For a while, Bogatyrets cooperated with the conservative Romanian Iancu Flondor of the General Congress, who supported regional autonomy for Bukovina within Greater Romania. In June, Romanian General Nicolae Petala heard complaints from a trans-ethnic coalition, expressing support for the autonomy of Bukovina: Bogatyrets was a representative of all Ukrainian groups; others to speak were the Romanians Flondor and George Grigorovici, Germans Albert Kohlruss and Rudolf Gaidosch, and Jews Mayer Ebner and Iacob Pistiner. As the Ukrainian People's Republic lost ground to the rival Ukrainian Soviet Socialist Republic, Bogatyrets signed a plea addressed to the Allies. Presented there by the Czechoslovak delegation, it argued for the creation of a new Ukrainian state—comprising Bukovina, Eastern Galicia, Carpathian Ruthenia, Bessarabia, and Maramureș/Maramorosh. Bogatyrets had included a historical overview, which asserted that Bukovina was ancestrally Ruthenian, and a map, which suggested that the Ukrainians and Rusyns were a majority of the population in Bukovina.

In Romanian Bukovina and second exile
Eventually, Bukovina was incorporated into the Romanian state. Bogatyrets and Kozak agreed to a boycott of the November 1919 election, noting the Ukrainian-and-Ruthenian liberties were being trampled upon by the authorities. The letter of protest was also signed by their Ukrainophile rivals. Bogatyrets revised this stance within months, running for the Assembly of Deputies in the May 1920 election, at Zastavna. He lost by a large margin (640 to 2,994) to Constantin Krakalia of the Socialist Party. This defeat signaled the ultimate decline of "Old Ruthenian" politics among the Ukrainians of Romania; from 1928, the forefront was taken by Zalozetsky-Sas and his Ukrainian National Party, which formed successful partnerships with mainstream Romanian politicians.

By 1921, Bogatyrets had affiliated with the newly created Czechoslovak Orthodox Church, taking part in its missionary activities among the Ukrainians of Mukačevo. A professor emeritus of canon law at his alma mater (re-baptized Carol I University of Cernăuți), he contributed directly to the drafting of the Czechoslovak Church constitution ca. 1928. He focused his other activities on the administration of the Czernowitz Diocese, by then part of the Romanian Orthodox Church. In 1925, Bogatyrets was elected as a Rusyn representative to the Diocesan Assembly; Petro Katerynyuk represented the Ukrainians, and the other delegates were Romanian. He took up advocacy for both the Ukrainians and the Rusyns of Romania, demanding that school be taught in the native language throughout the Diocese, and asking for an official prayer book (Molitvoslov) for native use. He was especially critical of Romanianization, describing his defense of Rusyn identity as an "impossible fight".

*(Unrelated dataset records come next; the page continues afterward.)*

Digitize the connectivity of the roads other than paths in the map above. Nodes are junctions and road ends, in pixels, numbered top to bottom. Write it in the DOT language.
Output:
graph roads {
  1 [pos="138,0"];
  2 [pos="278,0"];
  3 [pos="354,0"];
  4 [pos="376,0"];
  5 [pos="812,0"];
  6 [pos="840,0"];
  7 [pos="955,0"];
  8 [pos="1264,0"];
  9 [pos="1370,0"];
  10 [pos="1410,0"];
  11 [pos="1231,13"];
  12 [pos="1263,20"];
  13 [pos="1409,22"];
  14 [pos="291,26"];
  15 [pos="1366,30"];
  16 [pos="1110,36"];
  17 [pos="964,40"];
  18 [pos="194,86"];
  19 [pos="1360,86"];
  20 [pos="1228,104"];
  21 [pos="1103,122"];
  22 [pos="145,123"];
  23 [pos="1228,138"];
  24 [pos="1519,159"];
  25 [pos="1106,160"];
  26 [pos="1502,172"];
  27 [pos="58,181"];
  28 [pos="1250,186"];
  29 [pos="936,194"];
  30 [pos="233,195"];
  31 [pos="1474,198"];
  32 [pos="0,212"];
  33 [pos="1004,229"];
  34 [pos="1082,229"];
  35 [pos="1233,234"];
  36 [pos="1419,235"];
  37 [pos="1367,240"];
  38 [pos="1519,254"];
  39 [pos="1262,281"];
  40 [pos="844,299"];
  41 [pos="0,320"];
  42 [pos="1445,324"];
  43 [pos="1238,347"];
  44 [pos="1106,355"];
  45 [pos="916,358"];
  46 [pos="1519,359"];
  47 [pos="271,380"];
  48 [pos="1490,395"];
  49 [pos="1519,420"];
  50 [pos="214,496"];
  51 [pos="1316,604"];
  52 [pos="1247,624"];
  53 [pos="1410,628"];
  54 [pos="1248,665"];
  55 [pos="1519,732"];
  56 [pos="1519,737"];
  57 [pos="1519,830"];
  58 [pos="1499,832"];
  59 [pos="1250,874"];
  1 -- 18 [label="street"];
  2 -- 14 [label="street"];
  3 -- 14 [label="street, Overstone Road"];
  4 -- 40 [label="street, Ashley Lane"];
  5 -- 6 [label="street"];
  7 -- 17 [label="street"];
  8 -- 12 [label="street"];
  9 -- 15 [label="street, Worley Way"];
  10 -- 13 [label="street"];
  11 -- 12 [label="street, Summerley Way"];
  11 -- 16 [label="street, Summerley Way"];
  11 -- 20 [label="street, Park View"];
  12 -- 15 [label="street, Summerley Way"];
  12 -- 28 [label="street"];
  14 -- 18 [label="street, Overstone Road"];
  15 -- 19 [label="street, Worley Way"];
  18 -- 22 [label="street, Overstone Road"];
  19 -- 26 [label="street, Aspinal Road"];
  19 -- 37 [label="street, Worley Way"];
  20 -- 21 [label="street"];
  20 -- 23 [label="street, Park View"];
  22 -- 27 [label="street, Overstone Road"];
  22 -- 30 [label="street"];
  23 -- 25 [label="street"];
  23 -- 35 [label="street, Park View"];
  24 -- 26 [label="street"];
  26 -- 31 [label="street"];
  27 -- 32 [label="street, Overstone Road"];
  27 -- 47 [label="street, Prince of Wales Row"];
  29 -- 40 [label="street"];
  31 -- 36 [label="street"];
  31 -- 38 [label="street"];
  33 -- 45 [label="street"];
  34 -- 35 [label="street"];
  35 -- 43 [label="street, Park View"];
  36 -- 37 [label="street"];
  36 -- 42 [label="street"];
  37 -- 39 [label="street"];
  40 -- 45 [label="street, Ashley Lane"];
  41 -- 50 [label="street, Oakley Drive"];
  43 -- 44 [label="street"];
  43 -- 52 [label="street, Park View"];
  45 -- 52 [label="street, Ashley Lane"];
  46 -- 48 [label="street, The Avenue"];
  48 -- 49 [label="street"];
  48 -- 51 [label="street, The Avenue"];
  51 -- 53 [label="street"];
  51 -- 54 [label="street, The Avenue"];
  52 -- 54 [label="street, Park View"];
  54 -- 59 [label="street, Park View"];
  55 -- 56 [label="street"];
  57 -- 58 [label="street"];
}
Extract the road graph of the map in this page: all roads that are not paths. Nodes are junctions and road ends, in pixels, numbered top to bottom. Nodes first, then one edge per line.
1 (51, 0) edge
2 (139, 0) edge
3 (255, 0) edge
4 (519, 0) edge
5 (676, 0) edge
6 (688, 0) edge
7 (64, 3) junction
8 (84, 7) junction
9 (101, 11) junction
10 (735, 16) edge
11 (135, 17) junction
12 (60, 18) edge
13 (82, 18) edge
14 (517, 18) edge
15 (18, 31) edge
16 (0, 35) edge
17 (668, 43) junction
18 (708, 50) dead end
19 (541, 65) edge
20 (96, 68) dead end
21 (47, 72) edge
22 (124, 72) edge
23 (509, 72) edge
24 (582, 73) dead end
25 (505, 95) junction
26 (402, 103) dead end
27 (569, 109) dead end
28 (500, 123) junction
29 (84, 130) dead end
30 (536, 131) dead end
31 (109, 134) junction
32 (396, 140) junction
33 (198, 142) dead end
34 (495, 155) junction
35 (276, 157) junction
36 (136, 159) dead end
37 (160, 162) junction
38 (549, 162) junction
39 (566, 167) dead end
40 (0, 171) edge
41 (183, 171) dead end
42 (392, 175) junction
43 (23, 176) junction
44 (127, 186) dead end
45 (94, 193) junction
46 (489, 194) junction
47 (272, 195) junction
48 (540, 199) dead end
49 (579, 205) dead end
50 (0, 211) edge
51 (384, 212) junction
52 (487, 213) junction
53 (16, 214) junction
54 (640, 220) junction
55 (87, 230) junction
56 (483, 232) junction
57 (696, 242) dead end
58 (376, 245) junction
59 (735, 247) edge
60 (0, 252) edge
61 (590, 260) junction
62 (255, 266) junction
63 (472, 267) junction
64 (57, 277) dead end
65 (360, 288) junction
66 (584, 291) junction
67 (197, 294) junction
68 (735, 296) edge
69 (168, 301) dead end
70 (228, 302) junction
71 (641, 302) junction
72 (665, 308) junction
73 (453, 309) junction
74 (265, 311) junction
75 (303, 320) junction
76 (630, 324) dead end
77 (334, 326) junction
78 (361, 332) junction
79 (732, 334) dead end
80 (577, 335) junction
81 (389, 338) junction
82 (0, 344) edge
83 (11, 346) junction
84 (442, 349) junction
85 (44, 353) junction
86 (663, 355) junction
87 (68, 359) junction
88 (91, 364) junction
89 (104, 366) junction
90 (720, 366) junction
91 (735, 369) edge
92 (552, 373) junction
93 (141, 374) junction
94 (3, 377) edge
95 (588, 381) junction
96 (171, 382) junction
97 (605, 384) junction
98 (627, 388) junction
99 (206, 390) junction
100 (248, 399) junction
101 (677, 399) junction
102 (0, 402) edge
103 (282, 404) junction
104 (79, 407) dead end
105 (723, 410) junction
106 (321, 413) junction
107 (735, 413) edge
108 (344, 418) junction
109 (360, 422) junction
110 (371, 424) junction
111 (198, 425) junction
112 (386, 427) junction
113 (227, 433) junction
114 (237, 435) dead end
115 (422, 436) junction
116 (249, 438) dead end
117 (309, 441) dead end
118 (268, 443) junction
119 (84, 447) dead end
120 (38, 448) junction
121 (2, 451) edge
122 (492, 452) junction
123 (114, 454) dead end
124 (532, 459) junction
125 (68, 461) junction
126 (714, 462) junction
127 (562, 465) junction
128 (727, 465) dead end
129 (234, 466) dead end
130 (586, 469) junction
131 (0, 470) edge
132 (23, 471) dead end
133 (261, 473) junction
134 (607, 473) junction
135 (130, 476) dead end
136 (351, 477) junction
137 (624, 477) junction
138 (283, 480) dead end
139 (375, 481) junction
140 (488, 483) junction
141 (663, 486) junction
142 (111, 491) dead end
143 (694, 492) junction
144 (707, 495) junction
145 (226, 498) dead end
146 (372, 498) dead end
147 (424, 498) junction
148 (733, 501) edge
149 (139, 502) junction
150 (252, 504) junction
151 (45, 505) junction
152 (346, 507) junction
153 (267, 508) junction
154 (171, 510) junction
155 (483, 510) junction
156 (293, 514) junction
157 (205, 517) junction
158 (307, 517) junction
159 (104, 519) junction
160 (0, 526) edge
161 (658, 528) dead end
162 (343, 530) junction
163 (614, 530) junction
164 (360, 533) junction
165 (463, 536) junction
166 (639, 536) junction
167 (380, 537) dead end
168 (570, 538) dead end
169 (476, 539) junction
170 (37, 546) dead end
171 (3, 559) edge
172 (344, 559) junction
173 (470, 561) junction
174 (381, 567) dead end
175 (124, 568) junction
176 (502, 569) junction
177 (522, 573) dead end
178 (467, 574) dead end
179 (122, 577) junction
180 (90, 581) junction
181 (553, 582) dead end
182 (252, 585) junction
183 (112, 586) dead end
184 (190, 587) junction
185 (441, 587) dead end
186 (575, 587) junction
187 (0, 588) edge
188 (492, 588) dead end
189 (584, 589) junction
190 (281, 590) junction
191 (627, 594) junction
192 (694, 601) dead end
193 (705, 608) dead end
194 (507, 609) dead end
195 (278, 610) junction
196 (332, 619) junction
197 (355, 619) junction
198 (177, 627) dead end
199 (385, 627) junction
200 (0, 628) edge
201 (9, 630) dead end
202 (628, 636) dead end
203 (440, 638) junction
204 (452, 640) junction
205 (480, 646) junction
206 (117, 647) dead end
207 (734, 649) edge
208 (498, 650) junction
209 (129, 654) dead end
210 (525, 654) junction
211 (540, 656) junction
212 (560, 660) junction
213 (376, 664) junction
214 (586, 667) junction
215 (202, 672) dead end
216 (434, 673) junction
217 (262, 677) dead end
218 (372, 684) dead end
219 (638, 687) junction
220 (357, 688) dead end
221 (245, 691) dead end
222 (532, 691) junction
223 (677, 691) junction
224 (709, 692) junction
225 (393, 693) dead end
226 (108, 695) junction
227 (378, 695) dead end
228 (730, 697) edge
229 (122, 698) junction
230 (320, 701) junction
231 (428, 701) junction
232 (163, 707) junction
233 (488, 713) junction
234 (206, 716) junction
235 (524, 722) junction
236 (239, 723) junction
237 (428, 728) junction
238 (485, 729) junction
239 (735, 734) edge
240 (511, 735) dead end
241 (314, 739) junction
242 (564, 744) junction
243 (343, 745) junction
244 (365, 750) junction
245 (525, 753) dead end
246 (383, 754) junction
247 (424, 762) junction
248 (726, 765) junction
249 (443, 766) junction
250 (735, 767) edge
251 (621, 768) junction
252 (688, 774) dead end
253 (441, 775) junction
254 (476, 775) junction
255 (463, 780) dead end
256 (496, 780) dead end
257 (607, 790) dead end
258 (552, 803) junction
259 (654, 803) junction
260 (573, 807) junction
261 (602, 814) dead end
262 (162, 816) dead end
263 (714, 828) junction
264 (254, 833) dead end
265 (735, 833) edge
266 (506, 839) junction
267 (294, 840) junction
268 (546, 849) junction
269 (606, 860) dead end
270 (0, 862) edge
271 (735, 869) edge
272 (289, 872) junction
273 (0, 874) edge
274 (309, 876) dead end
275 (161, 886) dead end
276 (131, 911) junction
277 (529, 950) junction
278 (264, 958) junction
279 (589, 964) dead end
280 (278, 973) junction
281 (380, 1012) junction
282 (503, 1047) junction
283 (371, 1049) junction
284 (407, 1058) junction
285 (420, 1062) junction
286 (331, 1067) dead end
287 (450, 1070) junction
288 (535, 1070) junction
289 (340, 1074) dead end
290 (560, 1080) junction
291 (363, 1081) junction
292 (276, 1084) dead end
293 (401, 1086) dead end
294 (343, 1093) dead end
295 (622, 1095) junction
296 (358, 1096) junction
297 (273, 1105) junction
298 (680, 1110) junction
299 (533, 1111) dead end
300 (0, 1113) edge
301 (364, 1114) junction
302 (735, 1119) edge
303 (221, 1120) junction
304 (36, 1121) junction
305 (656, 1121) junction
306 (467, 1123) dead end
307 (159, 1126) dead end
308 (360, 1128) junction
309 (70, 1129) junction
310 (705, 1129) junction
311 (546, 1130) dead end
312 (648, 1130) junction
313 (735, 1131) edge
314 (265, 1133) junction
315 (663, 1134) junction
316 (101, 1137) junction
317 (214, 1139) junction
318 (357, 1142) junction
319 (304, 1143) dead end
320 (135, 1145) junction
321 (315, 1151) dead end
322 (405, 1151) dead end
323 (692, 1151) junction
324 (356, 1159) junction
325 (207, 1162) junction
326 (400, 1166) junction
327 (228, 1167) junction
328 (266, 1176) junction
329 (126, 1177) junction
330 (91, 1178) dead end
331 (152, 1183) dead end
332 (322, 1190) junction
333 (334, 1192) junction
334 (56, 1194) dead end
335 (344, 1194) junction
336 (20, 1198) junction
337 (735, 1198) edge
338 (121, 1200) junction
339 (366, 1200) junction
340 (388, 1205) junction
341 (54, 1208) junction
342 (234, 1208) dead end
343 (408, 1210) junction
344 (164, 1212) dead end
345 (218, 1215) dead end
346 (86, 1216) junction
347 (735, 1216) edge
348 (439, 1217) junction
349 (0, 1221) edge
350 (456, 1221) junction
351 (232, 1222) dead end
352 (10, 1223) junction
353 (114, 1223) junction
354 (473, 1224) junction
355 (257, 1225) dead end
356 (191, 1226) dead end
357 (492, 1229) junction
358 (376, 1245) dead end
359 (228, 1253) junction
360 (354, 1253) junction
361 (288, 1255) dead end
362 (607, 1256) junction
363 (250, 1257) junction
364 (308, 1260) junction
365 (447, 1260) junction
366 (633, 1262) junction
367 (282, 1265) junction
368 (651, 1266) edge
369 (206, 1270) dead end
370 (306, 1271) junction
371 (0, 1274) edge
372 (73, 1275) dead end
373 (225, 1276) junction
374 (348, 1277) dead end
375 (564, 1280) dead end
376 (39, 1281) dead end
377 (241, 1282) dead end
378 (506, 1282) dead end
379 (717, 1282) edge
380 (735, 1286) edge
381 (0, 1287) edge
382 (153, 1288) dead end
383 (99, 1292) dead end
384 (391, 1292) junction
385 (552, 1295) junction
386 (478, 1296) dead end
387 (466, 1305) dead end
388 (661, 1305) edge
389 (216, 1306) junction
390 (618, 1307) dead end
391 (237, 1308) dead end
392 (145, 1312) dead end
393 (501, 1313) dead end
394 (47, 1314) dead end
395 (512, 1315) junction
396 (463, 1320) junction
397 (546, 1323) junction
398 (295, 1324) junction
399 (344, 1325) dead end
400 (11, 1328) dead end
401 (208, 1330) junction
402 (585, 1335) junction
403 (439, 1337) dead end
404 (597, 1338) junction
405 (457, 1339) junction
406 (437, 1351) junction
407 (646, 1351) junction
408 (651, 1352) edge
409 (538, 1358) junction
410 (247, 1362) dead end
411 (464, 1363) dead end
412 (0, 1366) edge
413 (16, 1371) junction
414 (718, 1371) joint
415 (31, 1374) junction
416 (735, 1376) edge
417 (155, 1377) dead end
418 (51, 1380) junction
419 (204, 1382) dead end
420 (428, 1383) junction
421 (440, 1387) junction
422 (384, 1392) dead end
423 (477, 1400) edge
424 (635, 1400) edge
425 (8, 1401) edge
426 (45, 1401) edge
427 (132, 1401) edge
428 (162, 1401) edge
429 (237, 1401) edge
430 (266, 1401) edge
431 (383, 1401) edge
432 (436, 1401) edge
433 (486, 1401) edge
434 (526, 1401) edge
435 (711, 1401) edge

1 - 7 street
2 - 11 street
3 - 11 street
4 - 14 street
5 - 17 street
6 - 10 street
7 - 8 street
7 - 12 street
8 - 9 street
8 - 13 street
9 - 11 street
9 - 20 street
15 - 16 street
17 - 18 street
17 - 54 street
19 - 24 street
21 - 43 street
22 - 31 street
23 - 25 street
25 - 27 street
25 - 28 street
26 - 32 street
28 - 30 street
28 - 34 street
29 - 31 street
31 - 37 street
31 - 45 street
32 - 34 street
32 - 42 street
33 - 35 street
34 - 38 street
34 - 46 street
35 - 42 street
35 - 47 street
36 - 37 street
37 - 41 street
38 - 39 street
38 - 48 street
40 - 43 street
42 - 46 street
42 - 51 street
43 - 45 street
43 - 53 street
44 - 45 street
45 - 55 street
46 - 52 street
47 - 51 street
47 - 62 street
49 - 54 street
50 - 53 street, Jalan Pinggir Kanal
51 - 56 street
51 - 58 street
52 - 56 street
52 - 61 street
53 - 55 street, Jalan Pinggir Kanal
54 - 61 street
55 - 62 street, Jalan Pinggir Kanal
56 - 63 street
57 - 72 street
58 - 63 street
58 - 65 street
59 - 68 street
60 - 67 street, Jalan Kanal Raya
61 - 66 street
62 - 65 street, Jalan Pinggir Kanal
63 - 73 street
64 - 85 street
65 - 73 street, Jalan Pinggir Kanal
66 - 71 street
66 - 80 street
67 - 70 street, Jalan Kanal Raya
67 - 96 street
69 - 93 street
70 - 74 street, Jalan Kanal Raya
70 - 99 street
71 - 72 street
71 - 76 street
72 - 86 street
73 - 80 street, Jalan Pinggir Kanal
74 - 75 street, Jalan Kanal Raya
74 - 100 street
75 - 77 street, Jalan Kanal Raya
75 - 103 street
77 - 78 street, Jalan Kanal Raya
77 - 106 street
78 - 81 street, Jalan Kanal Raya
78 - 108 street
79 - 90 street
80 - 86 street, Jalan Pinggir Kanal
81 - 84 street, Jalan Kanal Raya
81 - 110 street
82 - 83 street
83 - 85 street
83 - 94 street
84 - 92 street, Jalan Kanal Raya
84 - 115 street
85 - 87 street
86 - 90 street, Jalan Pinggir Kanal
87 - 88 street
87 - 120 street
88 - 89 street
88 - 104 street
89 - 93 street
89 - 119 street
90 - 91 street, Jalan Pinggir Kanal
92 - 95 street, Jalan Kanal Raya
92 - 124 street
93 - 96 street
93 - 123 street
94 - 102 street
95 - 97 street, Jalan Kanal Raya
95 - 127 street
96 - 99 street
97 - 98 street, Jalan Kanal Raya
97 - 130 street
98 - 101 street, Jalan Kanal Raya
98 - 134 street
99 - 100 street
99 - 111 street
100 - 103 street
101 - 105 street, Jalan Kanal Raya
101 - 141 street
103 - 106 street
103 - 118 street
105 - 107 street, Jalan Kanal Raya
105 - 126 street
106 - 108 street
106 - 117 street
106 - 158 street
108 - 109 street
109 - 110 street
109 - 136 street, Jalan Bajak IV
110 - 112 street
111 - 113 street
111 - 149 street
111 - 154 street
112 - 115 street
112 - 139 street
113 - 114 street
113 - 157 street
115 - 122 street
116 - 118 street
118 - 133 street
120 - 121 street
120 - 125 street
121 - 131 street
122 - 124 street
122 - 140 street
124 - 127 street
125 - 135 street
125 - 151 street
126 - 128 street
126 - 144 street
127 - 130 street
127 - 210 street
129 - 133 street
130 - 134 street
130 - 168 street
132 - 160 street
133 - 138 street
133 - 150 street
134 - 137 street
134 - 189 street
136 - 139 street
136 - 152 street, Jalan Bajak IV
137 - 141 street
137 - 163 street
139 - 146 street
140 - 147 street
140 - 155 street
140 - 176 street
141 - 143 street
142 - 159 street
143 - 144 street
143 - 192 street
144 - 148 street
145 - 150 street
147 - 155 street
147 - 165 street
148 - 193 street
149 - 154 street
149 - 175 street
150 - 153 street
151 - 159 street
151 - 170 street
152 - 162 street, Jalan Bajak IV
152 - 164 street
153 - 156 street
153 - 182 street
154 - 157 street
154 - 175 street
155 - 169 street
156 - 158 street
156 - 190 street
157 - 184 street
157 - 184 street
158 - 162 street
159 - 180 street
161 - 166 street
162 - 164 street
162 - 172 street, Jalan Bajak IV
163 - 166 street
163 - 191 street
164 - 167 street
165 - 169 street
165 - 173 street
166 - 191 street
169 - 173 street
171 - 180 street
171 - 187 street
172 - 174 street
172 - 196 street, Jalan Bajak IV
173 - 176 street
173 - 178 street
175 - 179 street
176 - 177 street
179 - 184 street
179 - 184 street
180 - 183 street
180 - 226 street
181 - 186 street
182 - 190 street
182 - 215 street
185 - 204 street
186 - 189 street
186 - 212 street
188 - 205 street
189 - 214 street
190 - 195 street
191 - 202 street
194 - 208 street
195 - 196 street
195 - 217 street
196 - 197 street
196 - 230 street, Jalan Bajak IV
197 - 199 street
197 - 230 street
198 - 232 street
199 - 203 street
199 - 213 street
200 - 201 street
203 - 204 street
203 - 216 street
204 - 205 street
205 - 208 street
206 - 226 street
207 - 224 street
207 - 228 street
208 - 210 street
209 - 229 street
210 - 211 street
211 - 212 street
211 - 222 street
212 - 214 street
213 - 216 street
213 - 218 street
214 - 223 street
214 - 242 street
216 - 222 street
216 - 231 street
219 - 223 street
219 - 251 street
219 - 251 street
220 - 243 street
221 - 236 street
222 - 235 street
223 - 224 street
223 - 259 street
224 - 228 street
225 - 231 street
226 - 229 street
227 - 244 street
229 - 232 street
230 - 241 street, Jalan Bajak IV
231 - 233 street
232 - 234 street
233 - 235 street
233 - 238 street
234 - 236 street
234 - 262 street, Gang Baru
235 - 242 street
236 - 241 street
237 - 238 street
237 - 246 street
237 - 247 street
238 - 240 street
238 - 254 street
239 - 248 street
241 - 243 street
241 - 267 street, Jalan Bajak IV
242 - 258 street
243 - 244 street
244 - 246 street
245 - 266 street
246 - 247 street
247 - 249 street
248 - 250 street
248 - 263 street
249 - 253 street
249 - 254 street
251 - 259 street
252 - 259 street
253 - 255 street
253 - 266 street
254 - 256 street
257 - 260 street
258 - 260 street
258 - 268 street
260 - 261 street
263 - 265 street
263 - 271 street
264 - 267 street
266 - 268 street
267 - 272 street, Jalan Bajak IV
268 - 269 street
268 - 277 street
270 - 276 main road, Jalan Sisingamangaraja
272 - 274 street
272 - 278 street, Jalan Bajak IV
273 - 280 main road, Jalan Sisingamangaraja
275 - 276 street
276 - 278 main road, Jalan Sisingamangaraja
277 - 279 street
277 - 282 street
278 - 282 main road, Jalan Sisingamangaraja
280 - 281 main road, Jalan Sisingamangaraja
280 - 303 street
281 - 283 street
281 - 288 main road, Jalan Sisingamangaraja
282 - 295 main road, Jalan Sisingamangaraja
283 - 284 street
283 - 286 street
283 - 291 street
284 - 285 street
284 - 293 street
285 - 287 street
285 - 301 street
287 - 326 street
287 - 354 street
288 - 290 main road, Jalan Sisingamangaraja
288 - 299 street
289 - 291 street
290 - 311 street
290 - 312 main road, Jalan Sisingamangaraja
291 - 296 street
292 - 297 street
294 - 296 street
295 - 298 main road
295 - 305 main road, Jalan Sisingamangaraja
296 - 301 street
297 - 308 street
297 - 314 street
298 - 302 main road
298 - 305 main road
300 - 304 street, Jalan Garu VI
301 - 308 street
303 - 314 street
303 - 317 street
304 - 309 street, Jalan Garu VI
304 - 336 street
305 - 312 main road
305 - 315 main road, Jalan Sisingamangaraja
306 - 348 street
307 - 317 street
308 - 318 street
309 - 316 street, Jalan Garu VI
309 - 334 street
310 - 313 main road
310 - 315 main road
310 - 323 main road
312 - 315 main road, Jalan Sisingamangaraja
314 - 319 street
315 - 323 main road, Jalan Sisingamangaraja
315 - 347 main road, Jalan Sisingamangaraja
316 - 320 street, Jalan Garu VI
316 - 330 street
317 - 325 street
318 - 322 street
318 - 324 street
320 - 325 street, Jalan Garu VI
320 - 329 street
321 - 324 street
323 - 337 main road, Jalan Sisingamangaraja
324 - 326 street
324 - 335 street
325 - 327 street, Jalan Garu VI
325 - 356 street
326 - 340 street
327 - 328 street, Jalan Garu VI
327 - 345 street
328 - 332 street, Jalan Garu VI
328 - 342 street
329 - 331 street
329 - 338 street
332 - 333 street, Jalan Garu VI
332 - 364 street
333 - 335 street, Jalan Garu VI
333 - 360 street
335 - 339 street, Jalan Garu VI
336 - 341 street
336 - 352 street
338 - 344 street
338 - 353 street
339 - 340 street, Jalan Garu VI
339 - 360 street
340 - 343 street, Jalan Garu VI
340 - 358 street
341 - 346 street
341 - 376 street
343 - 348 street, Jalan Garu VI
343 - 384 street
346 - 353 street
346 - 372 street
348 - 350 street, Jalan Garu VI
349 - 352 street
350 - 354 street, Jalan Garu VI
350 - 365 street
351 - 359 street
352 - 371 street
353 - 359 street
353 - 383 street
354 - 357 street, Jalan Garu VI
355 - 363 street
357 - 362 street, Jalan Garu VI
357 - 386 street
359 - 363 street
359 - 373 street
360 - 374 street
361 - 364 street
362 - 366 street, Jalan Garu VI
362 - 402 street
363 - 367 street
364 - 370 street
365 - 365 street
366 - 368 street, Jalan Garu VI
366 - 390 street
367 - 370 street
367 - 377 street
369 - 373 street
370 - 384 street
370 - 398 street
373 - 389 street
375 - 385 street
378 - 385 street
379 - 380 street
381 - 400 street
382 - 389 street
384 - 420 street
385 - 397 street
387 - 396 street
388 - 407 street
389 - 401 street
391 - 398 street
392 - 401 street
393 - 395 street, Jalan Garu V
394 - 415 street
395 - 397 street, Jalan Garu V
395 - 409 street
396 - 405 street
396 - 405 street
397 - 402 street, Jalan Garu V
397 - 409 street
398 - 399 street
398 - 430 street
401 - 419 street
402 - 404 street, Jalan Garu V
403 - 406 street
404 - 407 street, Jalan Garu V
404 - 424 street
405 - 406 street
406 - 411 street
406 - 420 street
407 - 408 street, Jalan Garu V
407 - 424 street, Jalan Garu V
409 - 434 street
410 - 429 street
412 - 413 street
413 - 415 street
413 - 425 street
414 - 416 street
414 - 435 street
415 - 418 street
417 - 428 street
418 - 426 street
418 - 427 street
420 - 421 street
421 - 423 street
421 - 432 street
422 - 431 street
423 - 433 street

An Archpriest from 1929, he moved to the parish of Coțmani in 1930 (where he served until 1940), and was also tasked by Metropolitan Visarion Puiu with coordinating missionary activities at Nistru, Maramureș. His work was supposed to ensure a tighter union between the parishes of Maramureș and Bukovina and to combat the influence of Ukrainian Greek Catholics. By 1931, Bogatyrets was involved in a direct dispute over political legitimacy with Zalozetsky-Sas. Bogatyrets found favor with the Romanian Bukovinian Constantin Isopescu-Grecul, who recognized him as "the true leader" and "a person of great character". His campaign for linguistic pluralism ended abruptly in April 1937, when the Diocesan Council ruled in favor of disciplinary sanctions for priests who took up languages other than Romanian in their sermons or at Sunday school. However, in 1939, the Romanian state authorized Bogatyrets to receive and wear the Gold Cross of Merit, awarded by the Second Polish Republic.

In July 1940, following a Soviet ultimatum, the Romanian administration withdrew from northern Bukovina. Bogatyrets and another 131 parish priests of the Diocese stayed behind in Soviet territory, under a Russian Orthodox bishop, Damaskin (Malyuta). Bogatyrets declared himself a Ukrainian by nationality—although, according to the Rusyn researcher S. G. Sulyak, he only did so under pressure to conform with the Soviet policy on nationalities. In short time, the regime began nationalizing all Church property and stopped the payment of salaries, deporting some of the clergy to the Gulag. The priests complained and asked to be allowed back into the Romanian Church; the authorities responded by letting them leave the country. As a result, all but 22 of the parish priests crossed the border into Nazi Germany and Occupied Poland.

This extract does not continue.